# Customer Review

Reviewed in the United States on February 23, 2018
Math is fun! Really, math IS actually fun, specially if you learn it from an early age. Books like this are the secret sauce to kickstart that sense of wonder and science and nature; and if you child manages to keep that healthy curiosity all the way up to the adult age, expect him to have a bright future (math is essential to land high-paying jobs in the tech industry, for example).

This lovely book by Danica and Jennifer is meant to teach your small child all the different ways to sum two numbers and get 10 as a result. After this book, your kid will know that 10 is sum of 2 and 8, of 3 and 7, and many other ways (how many?). This seems like an easy task, right? For us adults it is indeed, and for your kid it will be too after this book.

And if your child enjoys this book, there is lots more to explore after that. For example, tell your child there is a game based on this! It's called "Kakuro", and it plays just like the well-know Sudoku: you have to fill in numbers in a grid, but this time the number must sum to given value. If the value is "10" and there are two empty cells, then the answer will certainly be one of the combinations we have learned in the book, such as 3 and 7! (To find out which is right combination, you need to check the other clues, just like a crossword).

You may also be surprised to discover there are mathematicians who dedicate their life to study the very same problem posed in the book, of describing a number as a sum of other numbers. They call it "the partition problem". We have seen that 10=7+3, but if we allow more than two numbers, how many combinations there are? We can write 10=3+3+6, or 10=1+5+4, or my favorite 10=4+3+2+1. There are 42 different combinations! And, as it turns out, to this day no one know a formula to discover the number of partitions of a number, without calculating first the partitions of all number that comes before it.
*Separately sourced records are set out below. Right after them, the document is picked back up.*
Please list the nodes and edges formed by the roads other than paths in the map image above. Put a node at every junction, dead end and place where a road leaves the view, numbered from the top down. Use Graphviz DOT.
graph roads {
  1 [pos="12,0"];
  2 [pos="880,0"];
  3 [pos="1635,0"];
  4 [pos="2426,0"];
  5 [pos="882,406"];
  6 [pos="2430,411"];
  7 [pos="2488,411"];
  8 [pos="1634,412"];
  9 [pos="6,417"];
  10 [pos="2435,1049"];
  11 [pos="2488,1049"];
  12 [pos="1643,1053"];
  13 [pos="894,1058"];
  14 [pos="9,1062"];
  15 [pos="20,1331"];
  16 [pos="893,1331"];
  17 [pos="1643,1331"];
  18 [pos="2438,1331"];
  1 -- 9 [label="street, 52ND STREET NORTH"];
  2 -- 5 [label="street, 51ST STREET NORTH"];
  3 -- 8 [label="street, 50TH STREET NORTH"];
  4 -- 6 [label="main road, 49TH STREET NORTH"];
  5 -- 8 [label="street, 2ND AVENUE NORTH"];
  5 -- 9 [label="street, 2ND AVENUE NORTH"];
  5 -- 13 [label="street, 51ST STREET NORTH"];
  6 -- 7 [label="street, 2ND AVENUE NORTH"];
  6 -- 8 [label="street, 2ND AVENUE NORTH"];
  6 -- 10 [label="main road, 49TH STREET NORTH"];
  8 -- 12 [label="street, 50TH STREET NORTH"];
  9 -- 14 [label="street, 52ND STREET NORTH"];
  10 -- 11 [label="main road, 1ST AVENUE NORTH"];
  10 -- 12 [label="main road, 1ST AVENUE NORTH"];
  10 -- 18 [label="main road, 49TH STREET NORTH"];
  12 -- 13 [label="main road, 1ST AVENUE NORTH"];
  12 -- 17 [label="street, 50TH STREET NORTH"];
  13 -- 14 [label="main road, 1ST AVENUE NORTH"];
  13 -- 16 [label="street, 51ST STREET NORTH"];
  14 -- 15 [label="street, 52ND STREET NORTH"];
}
We can find approximations though, one of them was found by the great genius from India, Srinivasa Ramanujan. Hollywood just made a movie about him, search for "The Man Who Knew Infinity". There is even a scene in movie with him explaining the partition numbers and calculating the approximation!

There are so many stories that you can tell your kid after this. Another example: see how math in this book is made with poetry? It even has rhymes!
Wouldn't it be fun if mathematicians used poetry and rhymes to express mathematics? Well, this used to be the way in the past! Certainly you must remember the quadratic equation (minus b, plus or minus the square root of delta, and so on). There is a formula for the cubic equation as well, and the person who created that formula, the italian mathematician Tartaglia, presented it to world in 1539 as a rhyming poem! Search in google for "Tartaglia's cubic poem", your kid will enjoy to know that!

Math is incredibly fun, and this book might be the one to unlock the potential in your child. Danica's text is great and Jennifer's illustrations are amazing (I must say my favorite character is caterpillar engineer). Don't pass it up!